Not Magic, Beyond Measure
Measuring AI Collaboration in Writing: Real-World Lessons
This is the final piece in a series documenting my attempts to build a system that tracks human and AI contributions in writing. After four months and several failed attempts, I have something that works. It measures everything with fourteen decimal places of accuracy. What I found wasn’t what I’d originally started searching for.
• Part 1: The Count That Couldn’t
• Part 2: Algorithmic Theatre
• Part 3: Crash Course in Collaboration
• Part 4: Victory in a New Venue
• Part 5: Not Magic, Beyond Measurement
TL;DR: The system works. It tracks AI contributions with semantic analysis and TF-IDF vectorization, revealing only 1.1–8.5% of AI content survived while 16.9–81.9% came from human editing. The numbers are consistent and reproducible. But they don’t measure the aggravation and delight in my notes, the full experience documented in the AI session logs, or how the foundation of every article came from my experiences before AI ever saw a word. The meaning was never in the percentages.
I’d seen comments in forums dismissing other people’s articles as “AI slop.” This made me question my own work with AI-assisted writing.
Doubt launched hours of fighting with Python, enduring desperate AI eagerness that can’t be measured and countless empty promises. And finally, a working system that can tell me that every word is, in fact, me.
What Numbers Can Tell You
The tool produces four levels of measurement, from basic to sophisticated. Each reveals something different about how writing evolves through human and AI collaboration.
How Much Existed
Word counts are the most straightforward metric. They’re direct, transparent, and easy to understand. No machine learning algorithms needed, just programmatic counting after text cleaning.
WORD COUNT EVOLUTION
Article Draft | AI Refined | Edited | Final | Change
────────────────────────────────────────────────────────────────────
The Count That Couldn’t 1,368 | 939 | 1,758 | 1,603 | +17.2%
Algorithmic Theatre 876 | 1,463 | 1,609 | 1,238 | +41.3%
Crash Course 1,457 | 776 | 898 | 1,995 | +36.9%
Victory in a New Venue 1,574 | 2,162 | 1,953 | 1,801 | +14.4%The paths diverged naturally. “The Count That Couldn’t” shrank by nearly a third during refinement, then expanded during my edit before settling at its final size. “Algorithmic Theatre” did the opposite, growing significantly with AI assistance, which then reduced during additional edits.
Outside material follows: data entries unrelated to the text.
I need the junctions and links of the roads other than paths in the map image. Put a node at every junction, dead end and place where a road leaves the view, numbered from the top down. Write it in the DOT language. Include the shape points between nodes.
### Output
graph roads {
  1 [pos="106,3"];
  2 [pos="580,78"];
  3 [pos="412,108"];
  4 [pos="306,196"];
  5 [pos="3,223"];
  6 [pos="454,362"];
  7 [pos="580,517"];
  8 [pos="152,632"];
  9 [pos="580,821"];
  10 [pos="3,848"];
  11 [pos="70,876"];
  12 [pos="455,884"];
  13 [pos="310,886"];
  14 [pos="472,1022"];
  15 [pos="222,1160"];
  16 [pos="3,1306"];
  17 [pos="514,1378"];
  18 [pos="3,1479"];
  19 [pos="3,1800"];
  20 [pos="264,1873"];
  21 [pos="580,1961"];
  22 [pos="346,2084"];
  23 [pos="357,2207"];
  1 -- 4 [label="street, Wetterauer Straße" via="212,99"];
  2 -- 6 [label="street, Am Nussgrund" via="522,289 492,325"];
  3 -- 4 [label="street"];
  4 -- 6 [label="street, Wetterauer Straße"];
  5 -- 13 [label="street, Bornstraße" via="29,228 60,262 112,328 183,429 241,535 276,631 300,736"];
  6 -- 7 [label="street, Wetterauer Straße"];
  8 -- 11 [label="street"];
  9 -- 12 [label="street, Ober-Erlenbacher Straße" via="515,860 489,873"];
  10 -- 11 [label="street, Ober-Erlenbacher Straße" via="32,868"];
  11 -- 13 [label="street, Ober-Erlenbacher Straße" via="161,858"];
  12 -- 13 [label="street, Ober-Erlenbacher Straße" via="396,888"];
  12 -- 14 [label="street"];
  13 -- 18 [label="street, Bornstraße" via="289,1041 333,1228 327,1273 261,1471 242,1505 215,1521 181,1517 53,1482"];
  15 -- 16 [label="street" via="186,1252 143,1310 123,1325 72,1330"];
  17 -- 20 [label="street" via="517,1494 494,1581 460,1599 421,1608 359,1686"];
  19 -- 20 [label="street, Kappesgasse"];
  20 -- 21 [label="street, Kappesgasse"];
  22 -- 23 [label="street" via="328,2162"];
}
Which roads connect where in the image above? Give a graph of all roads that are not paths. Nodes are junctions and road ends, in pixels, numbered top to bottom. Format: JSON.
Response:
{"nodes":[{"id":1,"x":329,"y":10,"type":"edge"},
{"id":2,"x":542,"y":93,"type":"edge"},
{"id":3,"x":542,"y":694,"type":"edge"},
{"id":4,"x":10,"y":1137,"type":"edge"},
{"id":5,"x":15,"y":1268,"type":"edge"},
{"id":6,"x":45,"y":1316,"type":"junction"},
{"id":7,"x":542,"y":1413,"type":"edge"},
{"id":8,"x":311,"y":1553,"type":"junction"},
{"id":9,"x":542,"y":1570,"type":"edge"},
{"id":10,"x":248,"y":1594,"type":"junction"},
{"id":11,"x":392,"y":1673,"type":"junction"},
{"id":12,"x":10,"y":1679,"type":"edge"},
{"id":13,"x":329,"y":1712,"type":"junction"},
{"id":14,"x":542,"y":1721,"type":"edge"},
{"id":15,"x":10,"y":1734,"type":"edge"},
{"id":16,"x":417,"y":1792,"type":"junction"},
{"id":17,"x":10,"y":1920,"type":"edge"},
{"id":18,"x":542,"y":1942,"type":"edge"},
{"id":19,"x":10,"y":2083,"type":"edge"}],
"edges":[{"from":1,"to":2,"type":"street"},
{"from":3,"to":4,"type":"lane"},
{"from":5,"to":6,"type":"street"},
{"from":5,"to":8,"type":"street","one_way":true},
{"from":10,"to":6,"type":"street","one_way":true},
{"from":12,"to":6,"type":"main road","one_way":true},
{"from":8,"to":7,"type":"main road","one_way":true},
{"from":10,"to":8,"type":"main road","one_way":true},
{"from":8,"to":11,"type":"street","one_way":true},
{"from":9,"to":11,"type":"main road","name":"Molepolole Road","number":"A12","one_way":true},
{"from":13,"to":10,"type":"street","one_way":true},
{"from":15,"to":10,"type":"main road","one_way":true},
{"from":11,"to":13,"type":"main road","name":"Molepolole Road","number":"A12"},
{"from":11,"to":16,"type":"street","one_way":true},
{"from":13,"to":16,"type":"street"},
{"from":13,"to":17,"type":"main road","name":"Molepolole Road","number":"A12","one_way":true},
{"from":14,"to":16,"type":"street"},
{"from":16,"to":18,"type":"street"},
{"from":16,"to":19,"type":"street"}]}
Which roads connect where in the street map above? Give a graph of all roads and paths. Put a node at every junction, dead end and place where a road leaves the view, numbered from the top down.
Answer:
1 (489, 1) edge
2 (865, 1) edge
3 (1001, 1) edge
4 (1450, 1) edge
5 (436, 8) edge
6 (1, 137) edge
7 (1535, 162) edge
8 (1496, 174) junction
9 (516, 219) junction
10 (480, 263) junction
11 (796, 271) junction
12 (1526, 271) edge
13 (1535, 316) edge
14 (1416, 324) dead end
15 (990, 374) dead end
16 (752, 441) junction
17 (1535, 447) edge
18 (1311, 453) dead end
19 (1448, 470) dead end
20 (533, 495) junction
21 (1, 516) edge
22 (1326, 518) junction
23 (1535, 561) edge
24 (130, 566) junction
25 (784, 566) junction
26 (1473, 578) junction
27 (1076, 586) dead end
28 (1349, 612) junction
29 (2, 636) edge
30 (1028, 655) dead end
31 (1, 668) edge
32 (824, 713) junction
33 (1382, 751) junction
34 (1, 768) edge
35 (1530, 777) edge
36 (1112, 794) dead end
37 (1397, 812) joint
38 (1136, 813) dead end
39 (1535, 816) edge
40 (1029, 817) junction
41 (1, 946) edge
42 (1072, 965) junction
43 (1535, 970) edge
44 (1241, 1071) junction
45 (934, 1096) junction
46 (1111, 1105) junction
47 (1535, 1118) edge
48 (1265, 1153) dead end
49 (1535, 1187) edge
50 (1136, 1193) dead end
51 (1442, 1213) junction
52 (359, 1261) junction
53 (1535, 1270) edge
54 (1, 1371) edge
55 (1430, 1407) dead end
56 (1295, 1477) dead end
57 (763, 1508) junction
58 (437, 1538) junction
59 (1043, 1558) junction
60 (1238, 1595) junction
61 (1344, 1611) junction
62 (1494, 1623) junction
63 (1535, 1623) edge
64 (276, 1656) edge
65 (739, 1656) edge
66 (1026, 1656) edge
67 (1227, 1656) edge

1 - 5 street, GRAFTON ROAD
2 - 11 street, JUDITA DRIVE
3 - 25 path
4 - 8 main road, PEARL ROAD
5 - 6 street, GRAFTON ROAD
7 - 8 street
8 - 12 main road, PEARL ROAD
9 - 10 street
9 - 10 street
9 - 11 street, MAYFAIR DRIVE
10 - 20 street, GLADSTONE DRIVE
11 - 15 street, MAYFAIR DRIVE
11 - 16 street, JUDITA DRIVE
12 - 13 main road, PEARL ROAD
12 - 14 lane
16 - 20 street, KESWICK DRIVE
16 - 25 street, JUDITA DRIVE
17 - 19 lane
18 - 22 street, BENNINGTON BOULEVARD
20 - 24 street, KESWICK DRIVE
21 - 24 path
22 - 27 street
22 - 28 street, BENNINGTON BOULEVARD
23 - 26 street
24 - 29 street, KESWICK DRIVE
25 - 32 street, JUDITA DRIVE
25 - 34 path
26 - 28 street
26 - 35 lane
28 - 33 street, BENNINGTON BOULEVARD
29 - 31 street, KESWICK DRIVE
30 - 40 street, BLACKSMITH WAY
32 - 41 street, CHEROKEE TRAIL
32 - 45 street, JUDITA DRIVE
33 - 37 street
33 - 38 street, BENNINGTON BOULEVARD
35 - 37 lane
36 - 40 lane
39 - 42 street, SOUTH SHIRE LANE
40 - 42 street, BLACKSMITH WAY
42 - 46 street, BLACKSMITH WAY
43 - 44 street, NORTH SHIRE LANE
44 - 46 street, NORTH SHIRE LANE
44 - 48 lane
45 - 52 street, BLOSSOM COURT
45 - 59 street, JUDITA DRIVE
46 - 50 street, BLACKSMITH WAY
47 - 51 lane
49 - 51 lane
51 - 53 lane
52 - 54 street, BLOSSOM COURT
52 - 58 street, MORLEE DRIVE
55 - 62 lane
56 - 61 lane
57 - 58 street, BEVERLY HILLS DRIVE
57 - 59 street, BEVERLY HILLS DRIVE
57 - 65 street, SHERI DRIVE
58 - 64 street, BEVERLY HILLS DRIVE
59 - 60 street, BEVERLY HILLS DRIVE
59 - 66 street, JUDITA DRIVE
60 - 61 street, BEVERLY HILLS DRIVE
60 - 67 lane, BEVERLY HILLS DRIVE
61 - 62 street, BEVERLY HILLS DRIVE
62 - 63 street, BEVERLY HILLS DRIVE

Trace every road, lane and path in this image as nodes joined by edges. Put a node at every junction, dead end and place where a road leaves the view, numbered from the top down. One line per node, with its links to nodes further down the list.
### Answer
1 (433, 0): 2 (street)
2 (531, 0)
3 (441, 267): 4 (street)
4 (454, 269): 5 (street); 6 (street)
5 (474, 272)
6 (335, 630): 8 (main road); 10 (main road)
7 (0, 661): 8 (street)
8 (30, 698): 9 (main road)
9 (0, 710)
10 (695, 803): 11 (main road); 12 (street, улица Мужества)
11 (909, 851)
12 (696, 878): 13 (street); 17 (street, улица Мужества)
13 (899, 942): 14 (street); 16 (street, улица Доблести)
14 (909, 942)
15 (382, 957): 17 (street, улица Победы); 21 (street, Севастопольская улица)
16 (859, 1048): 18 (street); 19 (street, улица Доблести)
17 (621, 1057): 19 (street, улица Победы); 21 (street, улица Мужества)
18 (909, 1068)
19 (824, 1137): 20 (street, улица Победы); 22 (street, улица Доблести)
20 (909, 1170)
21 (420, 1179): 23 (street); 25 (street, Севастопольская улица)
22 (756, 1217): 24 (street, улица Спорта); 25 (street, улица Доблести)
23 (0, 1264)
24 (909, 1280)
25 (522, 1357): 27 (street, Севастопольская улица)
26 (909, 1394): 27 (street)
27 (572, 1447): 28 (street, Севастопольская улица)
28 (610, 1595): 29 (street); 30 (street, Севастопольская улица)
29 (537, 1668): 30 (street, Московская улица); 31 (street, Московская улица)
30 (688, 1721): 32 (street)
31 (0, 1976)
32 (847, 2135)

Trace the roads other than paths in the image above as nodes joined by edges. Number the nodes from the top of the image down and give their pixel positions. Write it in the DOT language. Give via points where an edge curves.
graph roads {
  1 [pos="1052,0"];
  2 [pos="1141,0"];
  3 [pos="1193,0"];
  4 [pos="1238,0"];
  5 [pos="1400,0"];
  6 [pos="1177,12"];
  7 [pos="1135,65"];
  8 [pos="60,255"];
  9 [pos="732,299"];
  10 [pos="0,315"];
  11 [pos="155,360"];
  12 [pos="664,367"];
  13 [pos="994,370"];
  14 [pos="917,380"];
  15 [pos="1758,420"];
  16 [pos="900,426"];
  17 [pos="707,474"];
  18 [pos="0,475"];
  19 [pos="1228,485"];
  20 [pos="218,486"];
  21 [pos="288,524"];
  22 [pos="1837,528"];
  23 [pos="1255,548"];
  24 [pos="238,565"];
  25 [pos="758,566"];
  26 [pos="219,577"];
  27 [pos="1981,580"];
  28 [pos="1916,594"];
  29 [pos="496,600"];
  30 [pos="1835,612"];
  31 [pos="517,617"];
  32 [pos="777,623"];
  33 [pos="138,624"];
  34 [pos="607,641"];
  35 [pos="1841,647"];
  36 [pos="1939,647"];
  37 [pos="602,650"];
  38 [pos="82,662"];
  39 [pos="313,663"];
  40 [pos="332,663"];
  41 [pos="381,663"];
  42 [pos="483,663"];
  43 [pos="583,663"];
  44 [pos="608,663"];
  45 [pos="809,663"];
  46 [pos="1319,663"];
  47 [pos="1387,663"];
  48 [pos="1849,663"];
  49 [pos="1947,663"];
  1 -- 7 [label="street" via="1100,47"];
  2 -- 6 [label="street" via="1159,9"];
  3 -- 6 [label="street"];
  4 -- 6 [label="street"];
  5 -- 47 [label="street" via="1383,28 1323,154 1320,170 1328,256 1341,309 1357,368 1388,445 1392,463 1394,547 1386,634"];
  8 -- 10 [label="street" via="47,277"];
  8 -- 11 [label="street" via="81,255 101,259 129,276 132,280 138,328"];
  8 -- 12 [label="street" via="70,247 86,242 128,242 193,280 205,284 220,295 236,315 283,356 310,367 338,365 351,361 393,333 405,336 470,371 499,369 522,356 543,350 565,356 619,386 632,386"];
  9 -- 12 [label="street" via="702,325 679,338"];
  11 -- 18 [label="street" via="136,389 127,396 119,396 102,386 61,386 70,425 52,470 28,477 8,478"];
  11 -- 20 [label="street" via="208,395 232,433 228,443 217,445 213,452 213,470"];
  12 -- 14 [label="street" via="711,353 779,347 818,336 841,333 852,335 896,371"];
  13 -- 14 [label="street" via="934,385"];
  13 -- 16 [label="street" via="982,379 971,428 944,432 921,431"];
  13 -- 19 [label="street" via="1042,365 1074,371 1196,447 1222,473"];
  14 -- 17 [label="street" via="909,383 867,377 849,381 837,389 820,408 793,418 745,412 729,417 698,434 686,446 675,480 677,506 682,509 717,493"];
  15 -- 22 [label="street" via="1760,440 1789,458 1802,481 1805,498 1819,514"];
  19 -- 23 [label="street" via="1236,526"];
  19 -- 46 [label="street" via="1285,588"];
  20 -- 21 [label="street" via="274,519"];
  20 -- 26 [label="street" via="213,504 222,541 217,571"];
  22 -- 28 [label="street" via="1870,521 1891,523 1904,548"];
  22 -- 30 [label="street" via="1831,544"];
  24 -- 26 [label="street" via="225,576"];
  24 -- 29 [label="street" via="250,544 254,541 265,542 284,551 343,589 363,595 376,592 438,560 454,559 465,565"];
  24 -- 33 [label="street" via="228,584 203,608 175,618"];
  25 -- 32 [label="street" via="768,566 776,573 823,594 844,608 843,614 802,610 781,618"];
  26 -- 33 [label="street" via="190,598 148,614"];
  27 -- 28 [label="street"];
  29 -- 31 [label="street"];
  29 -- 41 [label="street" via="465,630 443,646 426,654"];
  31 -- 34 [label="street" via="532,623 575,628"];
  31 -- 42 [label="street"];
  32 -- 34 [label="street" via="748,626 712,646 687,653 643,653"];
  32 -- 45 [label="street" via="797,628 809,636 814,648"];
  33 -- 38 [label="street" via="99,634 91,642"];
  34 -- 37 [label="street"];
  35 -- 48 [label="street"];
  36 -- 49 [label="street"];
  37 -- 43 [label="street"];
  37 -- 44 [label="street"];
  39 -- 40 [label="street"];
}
No single collaboration model emerges from these trajectories. Each article followed its own path from foundation to publication.
How Much Was Contributed
When you condense the four stages into three categories, the overall impact of human involvement becomes clearer. The tool reveals where content originated and how much survived from each phase.
CONTENT ATTRIBUTION (Three-Way Split)
Article AI Generated | Human Edited | New Content
─────────────────────────────────────────────────────────────────────
The Count That Couldn’t 5.5% | 65.9% | 28.6%
Algorithmic Theatre 4.1% | 54.1% | 41.9%
Crash Course 8.5% | 16.9% | 74.6%
Victory in a New Venue 1.1% | 81.9% | 17.0%Direct AI contribution remains minimal across all articles.
But the collaboration patterns reveal two fundamentally different approaches. “Crash Course” represents near-total reconstruction, where most of the original content was replaced with new material during revision. “Victory” shows the opposite, with minor edits to existing material rather than wholesale replacement.
How Much Changed
The tool tracks individual sentences through every revision stage, showing which version each sentence survived from and how it evolved. This breakdown reveals where content originates and how it merges into the final article.
FOUR-STAGE CONTENT FLOW
Article Draft | Refined | Edited | New Content | Total
────────────────────────────────────────────────────────────────────────
The Count That Couldn’t 2.2% | 3.3% | 65.9% | 28.6% | 100%
Algorithmic Theatre 4.1% | 0.0% | 54.1% | 41.9% | 100%
Crash Course 7.7% | 0.8% | 16.9% | 74.6% | 100%
Victory in a New Venue 0.0% | 1.1% | 81.9% | 17.0% | 100%In two of the articles, the refined stage essentially disappeared. In one article, it’s literally zero. When I used AI for refinements, those changes didn’t make it. I’d actually made things worse than the draft.
These aren’t percentages of who contributed what. They’re layers showing how much material survived refinement. For “The Count,” almost nothing from the original draft made it to the final version. For “Crash Course,” even less.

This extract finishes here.